When the matter was first listed for hearing in this Court on 12 December 1997, I pointed out to Mr Pathmanathan that it was in the circumstances not possible for the Court to hear the matter even if his assertions in relation to the failings of the Tribunal were correct because of the fact that it was substantially out of time. I have in this connection read the material upon which he wishes to rely in relation to the delay which is all set out in another affidavit in typewritten form. I call it an affidavit; it is dated 11 December but the copy in the file has not actually been signed. I have assumed, however, that it represents the evidence upon which the applicant wishes to

rely in relation to the extension of time.

I explained to Mr Pathmanathan that the Court had no power to grant an extension of time and the only course that might be open to him is an application to the High Court.

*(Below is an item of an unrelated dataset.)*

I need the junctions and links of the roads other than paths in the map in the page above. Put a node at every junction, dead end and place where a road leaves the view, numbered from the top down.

As I am now informed, no such application has been made but the applicant has

presented to the Court today by fax an affidavit dated 18 December which is in typewritten form. It sets out the grounds of his application which are not dissimilar to, but are a little more particular than, those made in the original application. In the new affidavit he says that procedures required by the Migration Act were not observed in that the Tribunal failed to consider the matter according to substantial justice and the merits of the case, a requirement of section 420 of the Migration Act.

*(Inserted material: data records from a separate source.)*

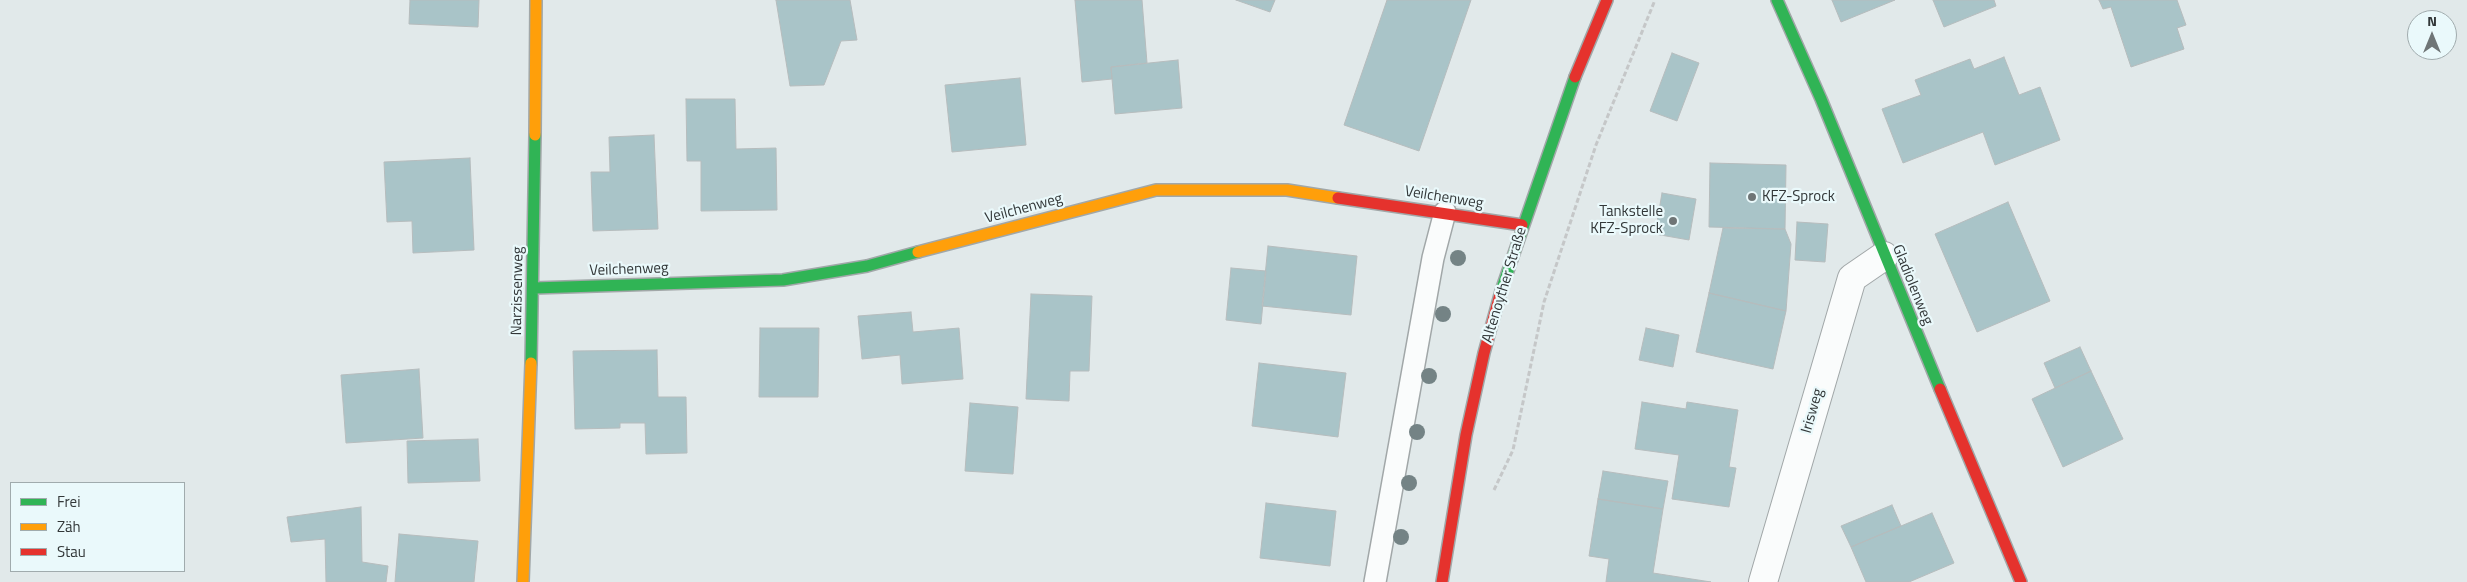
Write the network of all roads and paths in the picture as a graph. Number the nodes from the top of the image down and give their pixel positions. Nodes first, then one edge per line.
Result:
1 (536, 0) edge
2 (1607, 0) edge
3 (1655, 0) edge
4 (1776, 0) edge
5 (1445, 212) junction
6 (1522, 225) junction
7 (1884, 256) junction
8 (534, 288) junction
9 (1494, 491) dead end
10 (523, 582) edge
11 (1375, 582) edge
12 (1442, 582) edge
13 (1763, 582) edge
14 (2021, 582) edge

1 - 8 street, Narzissenweg
2 - 6 street, Altenoyther Straße
3 - 9 path
4 - 7 street, Gladiolenweg
5 - 6 street, Veilchenweg
5 - 8 street, Veilchenweg
5 - 11 lane
6 - 12 street, Altenoyther Straße
7 - 13 street, Irisweg
7 - 14 street, Gladiolenweg
8 - 10 street, Narzissenweg

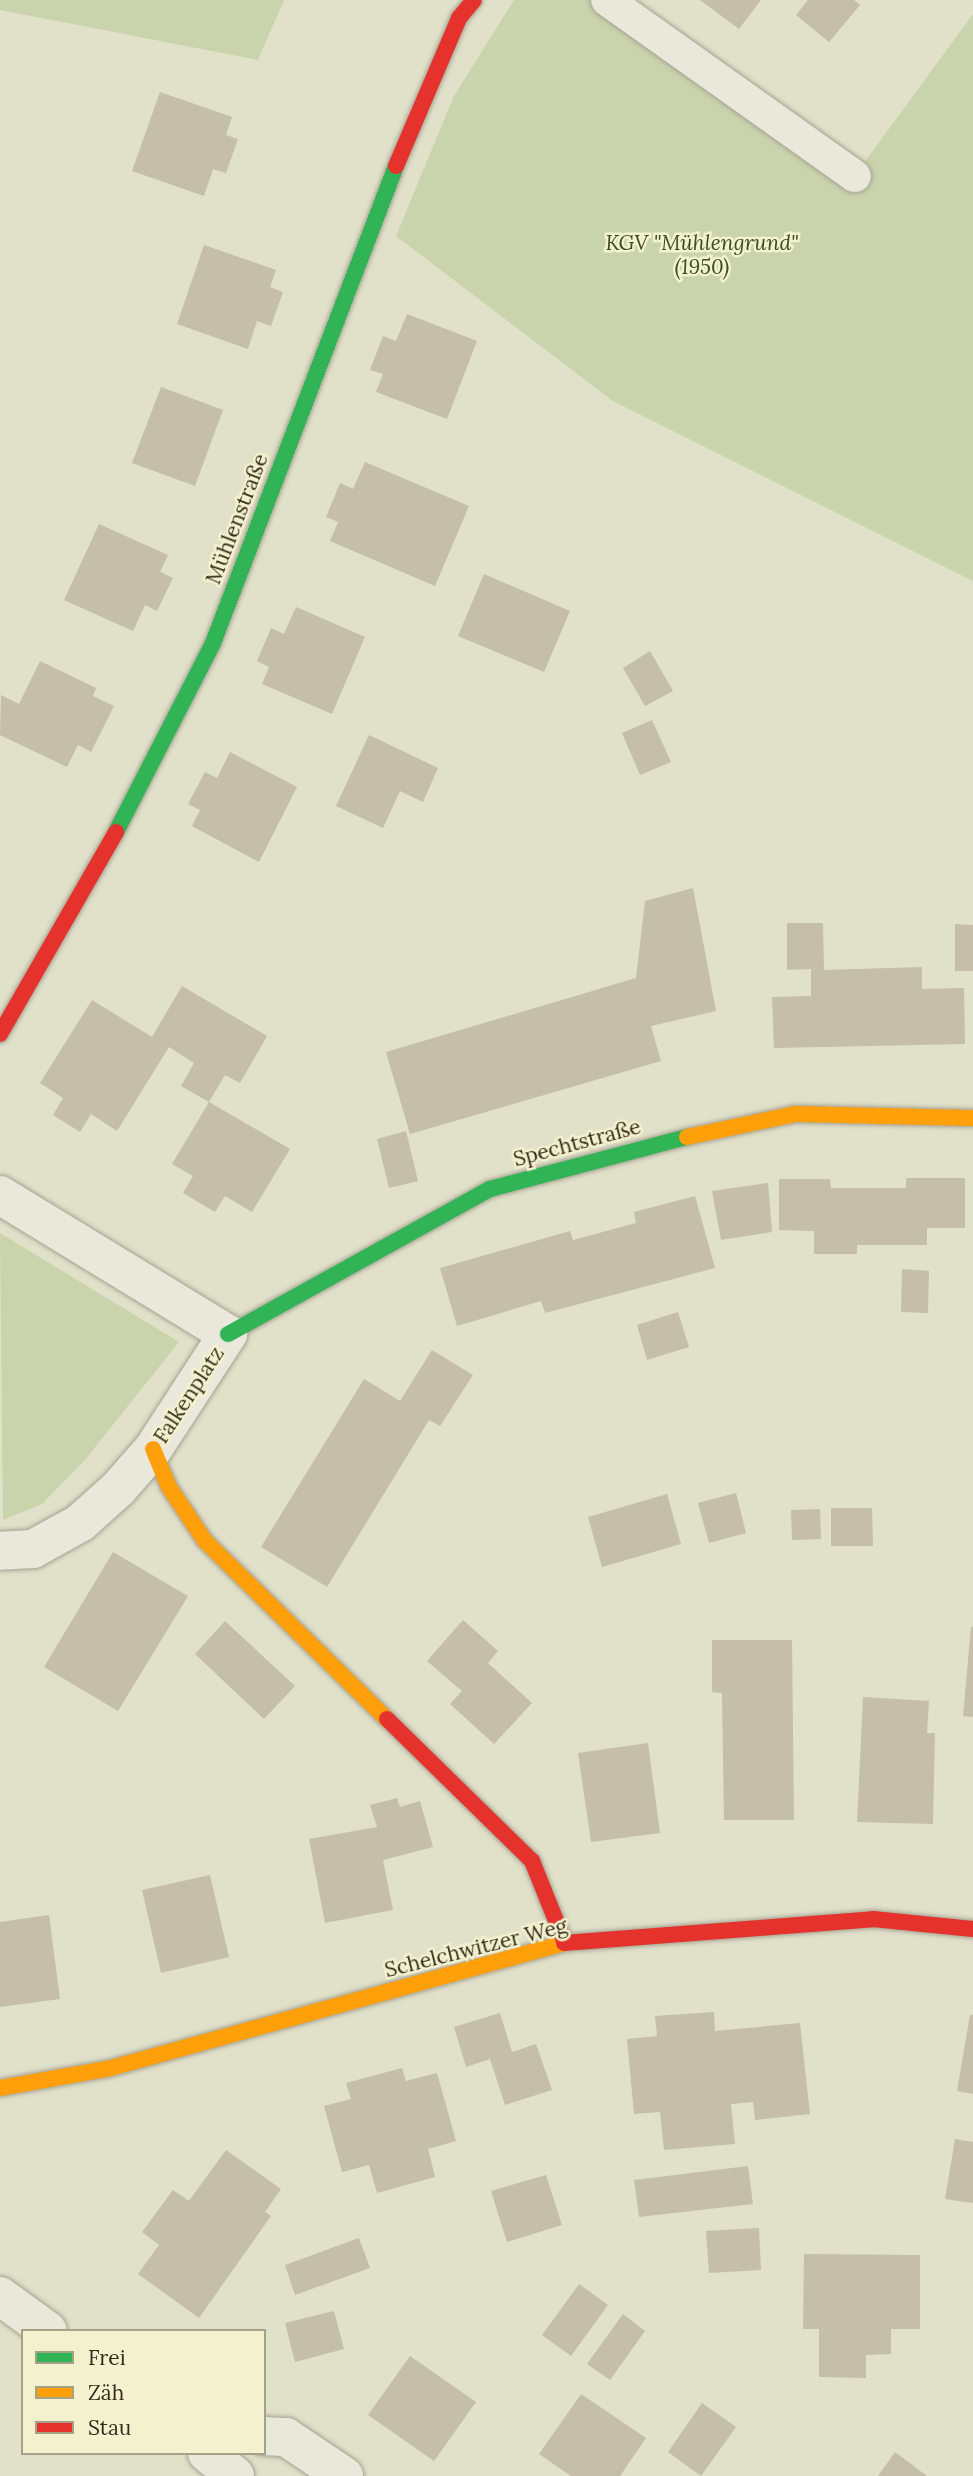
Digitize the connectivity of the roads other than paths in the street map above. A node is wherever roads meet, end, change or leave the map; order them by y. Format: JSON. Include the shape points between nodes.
{"nodes":[{"id":1,"x":474,"y":0,"type":"edge"},
{"id":2,"x":607,"y":0,"type":"edge"},
{"id":3,"x":855,"y":176,"type":"dead end"},
{"id":4,"x":0,"y":1034,"type":"edge"},
{"id":5,"x":973,"y":1118,"type":"edge"},
{"id":6,"x":0,"y":1195,"type":"edge"},
{"id":7,"x":228,"y":1334,"type":"junction"},
{"id":8,"x":153,"y":1449,"type":"junction"},
{"id":9,"x":0,"y":1551,"type":"edge"},
{"id":10,"x":973,"y":1929,"type":"edge"},
{"id":11,"x":565,"y":1943,"type":"junction"},
{"id":12,"x":0,"y":2088,"type":"edge"},
{"id":13,"x":0,"y":2296,"type":"edge"},
{"id":14,"x":45,"y":2329,"type":"edge"},
{"id":15,"x":266,"y":2436,"type":"edge"},
{"id":16,"x":344,"y":2476,"type":"edge"}],
"edges":[{"from":1,"to":4,"type":"street","name":"Mühlenstraße","via":[[459,18],[374,219],[213,643],[133,802]]},
{"from":2,"to":3,"type":"lane"},
{"from":5,"to":7,"type":"street","name":"Spechtstraße","via":[[795,1115],[643,1146],[490,1189]]},
{"from":6,"to":7,"type":"street","name":"Falkenplatz"},
{"from":7,"to":8,"type":"street","name":"Falkenplatz"},
{"from":8,"to":9,"type":"street","name":"Falkenplatz","via":[[80,1523],[33,1549]]},
{"from":8,"to":11,"type":"street","via":[[169,1487],[205,1541],[532,1861]]},
{"from":10,"to":11,"type":"street","name":"Schelchwitzer Weg","via":[[873,1919]]},
{"from":11,"to":12,"type":"street","name":"Schelchwitzer Weg","via":[[107,2070]]},
{"from":13,"to":14,"type":"street"},
{"from":15,"to":16,"type":"street","via":[[286,2437]]}]}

The particulars given in this regard are that the Tribunal failed to make findings in relation to and address the substance of that part of his case for review which relied upon his fear of persecution by the authorities in Sri Lanka. The second allegation is that the Tribunal failed to make findings of a similar kind and on the same subject. There is a reference there to something he did in 1997 in Sri Lanka but in fact the applicant has not been in Sri Lanka for very many years so I presume that he meant 1987.

The third ground is that the Tribunal failed to make findings on the fear of persecution arising out of events that he raised before it and are raised in his submissions concerning his involvement with the Tamil Separatist organisation, the

Liberation Tigers of Tarnil Eelam (LTTE) . The affidavit of yesterday also alleges an error of law in that the Tribunal either incorrectly interpreted the applicable law or incorrectly applied the law to the facts.

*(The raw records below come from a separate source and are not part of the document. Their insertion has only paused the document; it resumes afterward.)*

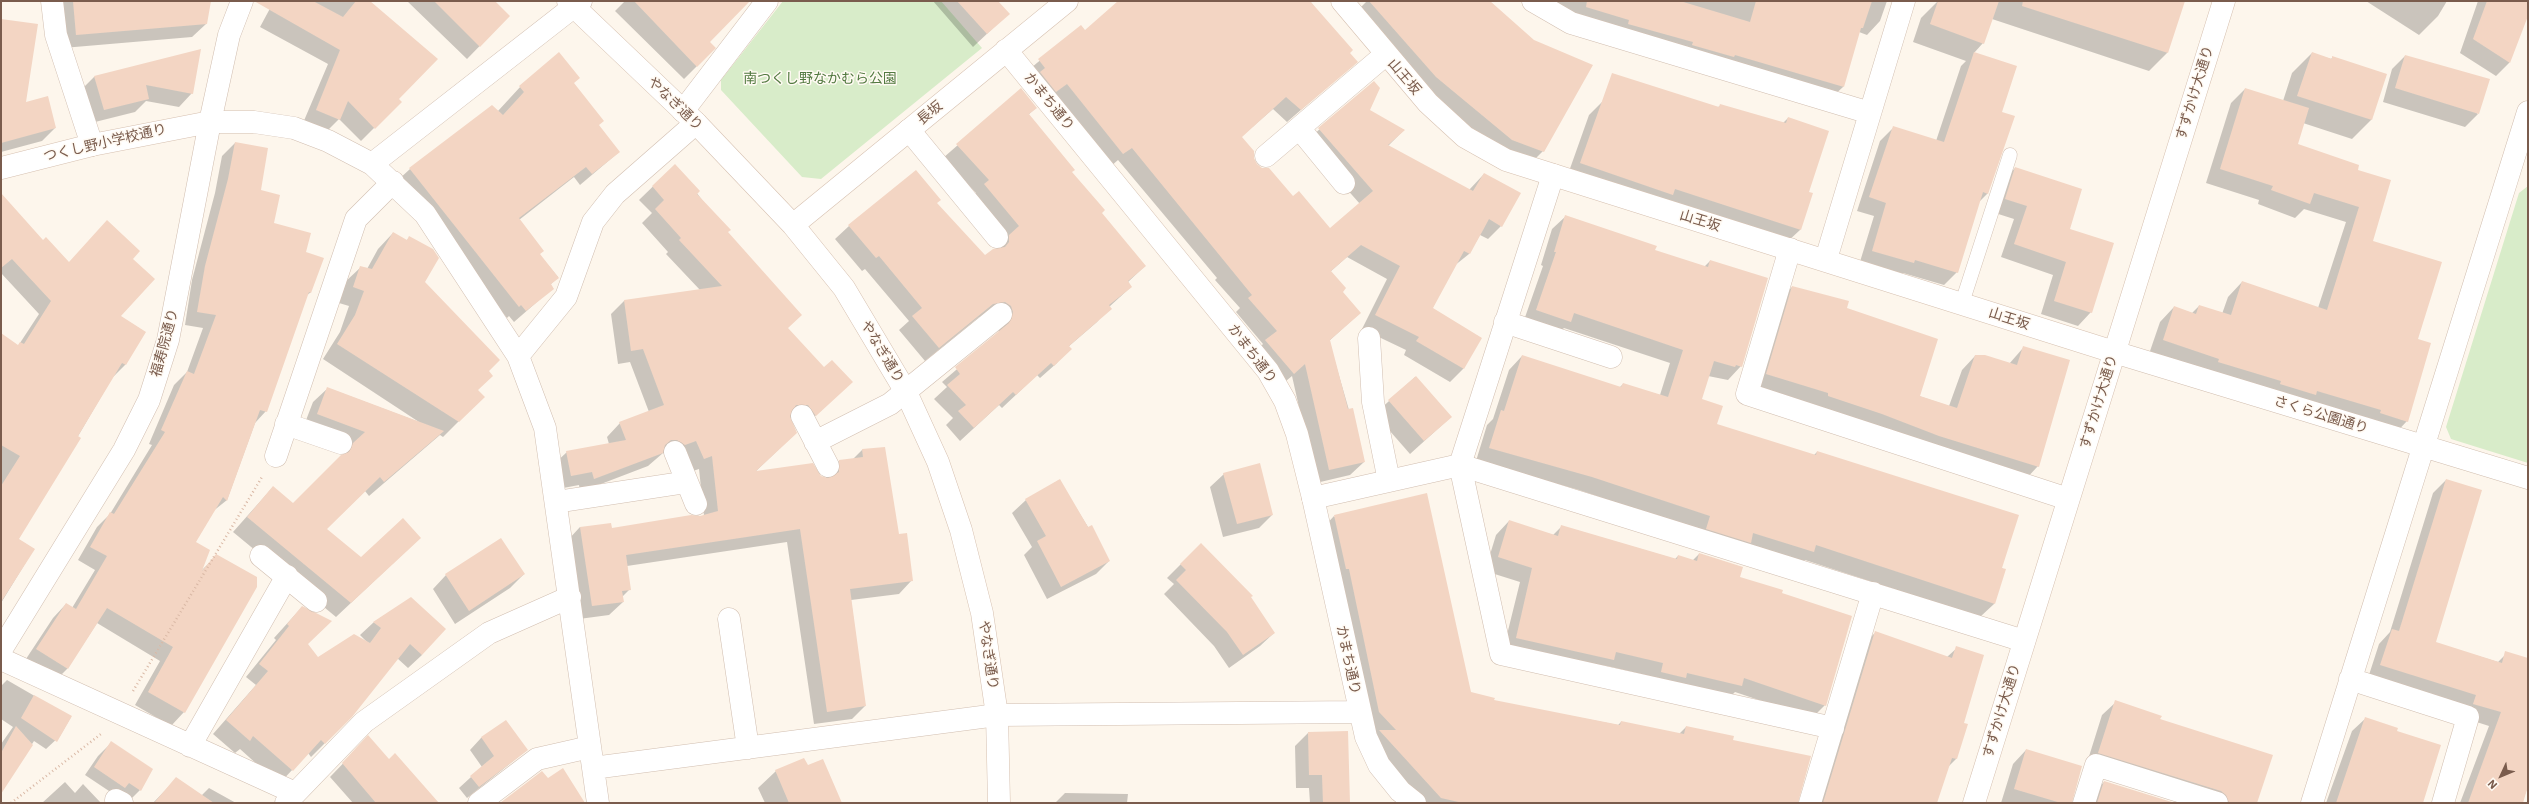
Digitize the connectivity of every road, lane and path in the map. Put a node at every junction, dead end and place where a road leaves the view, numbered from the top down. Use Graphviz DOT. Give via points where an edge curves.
graph roads {
  1 [pos="52,1"];
  2 [pos="242,1"];
  3 [pos="767,1"];
  4 [pos="1067,1"];
  5 [pos="1342,1"];
  6 [pos="1533,1"];
  7 [pos="1904,1"];
  8 [pos="2224,1"];
  9 [pos="574,3"];
  10 [pos="1006,50"];
  11 [pos="1386,55"];
  12 [pos="2528,112"];
  13 [pos="1870,113"];
  14 [pos="689,117"];
  15 [pos="210,122"];
  16 [pos="1299,128"];
  17 [pos="908,130"];
  18 [pos="92,145"];
  19 [pos="2010,155"];
  20 [pos="1266,156"];
  21 [pos="372,164"];
  22 [pos="1,168"];
  23 [pos="2520,168"];
  24 [pos="1553,175"];
  25 [pos="393,182"];
  26 [pos="1344,183"];
  27 [pos="793,225"];
  28 [pos="998,237"];
  29 [pos="1790,249"];
  30 [pos="1826,259"];
  31 [pos="1962,303"];
  32 [pos="1001,314"];
  33 [pos="1505,322"];
  34 [pos="1369,338"];
  35 [pos="2114,352"];
  36 [pos="518,356"];
  37 [pos="1611,357"];
  38 [pos="906,392"];
  39 [pos="802,416"];
  40 [pos="286,424"];
  41 [pos="815,442"];
  42 [pos="341,443"];
  43 [pos="2423,446"];
  44 [pos="676,452"];
  45 [pos="276,456"];
  46 [pos="1460,465"];
  47 [pos="828,466"];
  48 [pos="2528,478"];
  49 [pos="1388,481"];
  50 [pos="687,482"];
  51 [pos="1313,498"];
  52 [pos="2068,499"];
  53 [pos="556,502"];
  54 [pos="696,504"];
  55 [pos="260,556"];
  56 [pos="287,576"];
  57 [pos="1873,593"];
  58 [pos="570,597"];
  59 [pos="316,601"];
  60 [pos="729,619"];
  61 [pos="2024,641"];
  62 [pos="1,650"];
  63 [pos="1,659"];
  64 [pos="2350,679"];
  65 [pos="1360,712"];
  66 [pos="121,713"];
  67 [pos="997,715"];
  68 [pos="1833,728"];
  69 [pos="190,746"];
  70 [pos="590,747"];
  71 [pos="748,748"];
  72 [pos="593,768"];
  73 [pos="291,798"];
  74 [pos="11,803"];
  75 [pos="479,803"];
  76 [pos="598,803"];
  77 [pos="999,803"];
  78 [pos="1415,803"];
  79 [pos="1810,803"];
  80 [pos="1974,803"];
  81 [pos="2084,803"];
  82 [pos="2217,803"];
  83 [pos="2312,803"];
  84 [pos="2443,803"];
  1 -- 18 [label="street" via="56,35"];
  2 -- 15 [label="street, 福寿院通り" via="230,35"];
  3 -- 14 [label="street"];
  4 -- 10 [label="street, 長坂"];
  5 -- 11 [label="street, 山王坂"];
  6 -- 13 [label="street" via="1571,23"];
  7 -- 13 [label="street"];
  8 -- 35 [label="street, すずかけ大通り"];
  9 -- 14 [label="street, やなぎ通り"];
  9 -- 21 [label="street"];
  10 -- 17 [label="street, 長坂"];
  10 -- 51 [label="street, かまち通り" via="1268,370 1285,401 1297,434"];
  11 -- 16 [label="street"];
  11 -- 24 [label="street, 山王坂" via="1428,103 1465,137 1506,160"];
  12 -- 23 [label="street"];
  13 -- 30 [label="street"];
  14 -- 27 [label="street, やなぎ通り"];
  14 -- 36 [label="street" via="615,194 593,222 566,297"];
  15 -- 18 [label="street, つくし野小学校通り"];
  15 -- 21 [label="street, つくし野小学校通り" via="254,122 294,128 328,141"];
  15 -- 62 [label="street, 福寿院通り" via="168,340 149,400 124,450"];
  16 -- 20 [label="street"];
  16 -- 26 [label="street"];
  17 -- 27 [label="street, 長坂"];
  17 -- 28 [label="street"];
  18 -- 22 [label="street, つくし野小学校通り"];
  19 -- 31 [label="lane"];
  21 -- 25 [label="street, つくし野小学校通り"];
  23 -- 43 [label="street"];
  24 -- 29 [label="street, 山王坂"];
  24 -- 33 [label="street"];
  25 -- 36 [label="street, つくし野小学校通り" via="425,214"];
  25 -- 40 [label="street" via="356,219"];
  27 -- 38 [label="street, やなぎ通り" via="844,288"];
  29 -- 30 [label="street, 山王坂"];
  29 -- 52 [label="street" via="1747,394"];
  30 -- 31 [label="street, 山王坂"];
  31 -- 35 [label="street, 山王坂"];
  32 -- 38 [label="street"];
  33 -- 37 [label="street"];
  33 -- 46 [label="street"];
  34 -- 49 [label="street" via="1373,402"];
  35 -- 43 [label="street, さくら公園通り"];
  35 -- 52 [label="street, すずかけ大通り"];
  36 -- 53 [label="street, つくし野小学校通り" via="545,428"];
  38 -- 41 [label="street" via="890,404"];
  38 -- 67 [label="street, やなぎ通り" via="938,462 961,530 982,613"];
  39 -- 41 [label="street"];
  40 -- 42 [label="street"];
  40 -- 45 [label="street"];
  41 -- 47 [label="street"];
  43 -- 48 [label="street, さくら公園通り"];
  43 -- 64 [label="street"];
  44 -- 50 [label="street"];
  45 -- 66 [label="path"];
  46 -- 49 [label="street"];
  46 -- 57 [label="street"];
  46 -- 68 [label="street" via="1501,654"];
  49 -- 51 [label="street"];
  50 -- 53 [label="street"];
  50 -- 54 [label="street"];
  51 -- 65 [label="street, かまち通り"];
  52 -- 61 [label="street, すずかけ大通り"];
  53 -- 58 [label="street, つくし野小学校通り"];
  55 -- 56 [label="street"];
  56 -- 59 [label="street"];
  56 -- 69 [label="street"];
  57 -- 61 [label="street"];
  57 -- 68 [label="street"];
  58 -- 70 [label="street, つくし野小学校通り"];
  58 -- 73 [label="street" via="489,633 364,722"];
  60 -- 71 [label="street"];
  61 -- 80 [label="street, すずかけ大通り"];
  63 -- 66 [label="street"];
  64 -- 83 [label="street"];
  64 -- 84 [label="street" via="2468,717"];
  65 -- 67 [label="street"];
  65 -- 78 [label="street, かまち通り" via="1366,736 1379,765 1400,791"];
  66 -- 69 [label="street"];
  66 -- 74 [label="path" via="112,726"];
  67 -- 71 [label="street"];
  67 -- 77 [label="street, やなぎ通り"];
  68 -- 79 [label="street"];
  69 -- 73 [label="street"];
  70 -- 72 [label="street, つくし野小学校通り"];
  70 -- 75 [label="street" via="537,759"];
  71 -- 72 [label="street"];
  72 -- 76 [label="street, つくし野小学校通り"];
  81 -- 82 [label="street" via="2096,765"];
}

The specific assertion is that the Tribunal misinterpreted the definition of a refugee or misapplied the definition to the facts found by it or failed to act according to substantial justice in deciding that he was not a refugee. In turn, the particulars of

that allegation appear to be that it did not consider that the definition required that consideration be given to the cumulative effect of the various fears of persecution that he held; that it did not consider that the definition required that consideration

be given to each aspect of a claim of fear of persecution; that it ignored the fact that he had helped the LTTE which was brought

and came to the adverse attention of the authorities, and also ignored that he had been arrested and kept in detention for 17

days with 8 other Tamils when he was in Colombo by concluding

that he had only been kept and released overnight in what I have assumed to be 1987. He explained that the tension and torture

involved in this type of treatment creates immense fear in the

minds of a Tamil when considering the situation in Sri Lanka.

The Court is, of course, acutely aware of the situation in Sri Lanka and the difficult position in which Tamils have found themselves now for very many years. It is a matter of great regret that in such a lovely country it has been found impossible to bring the current conflict to a peaceful end much earlier than now, and that as a consequence many people have been killed and ill treated and some Tamils in particular live in considerable

fear for their safety from time to time. Of course, Tamils are not the only people in Sri Lanka who are the victims of the long running conflict in that country, but many of them have certainly endured a great deal of suffering and apprehension over the years.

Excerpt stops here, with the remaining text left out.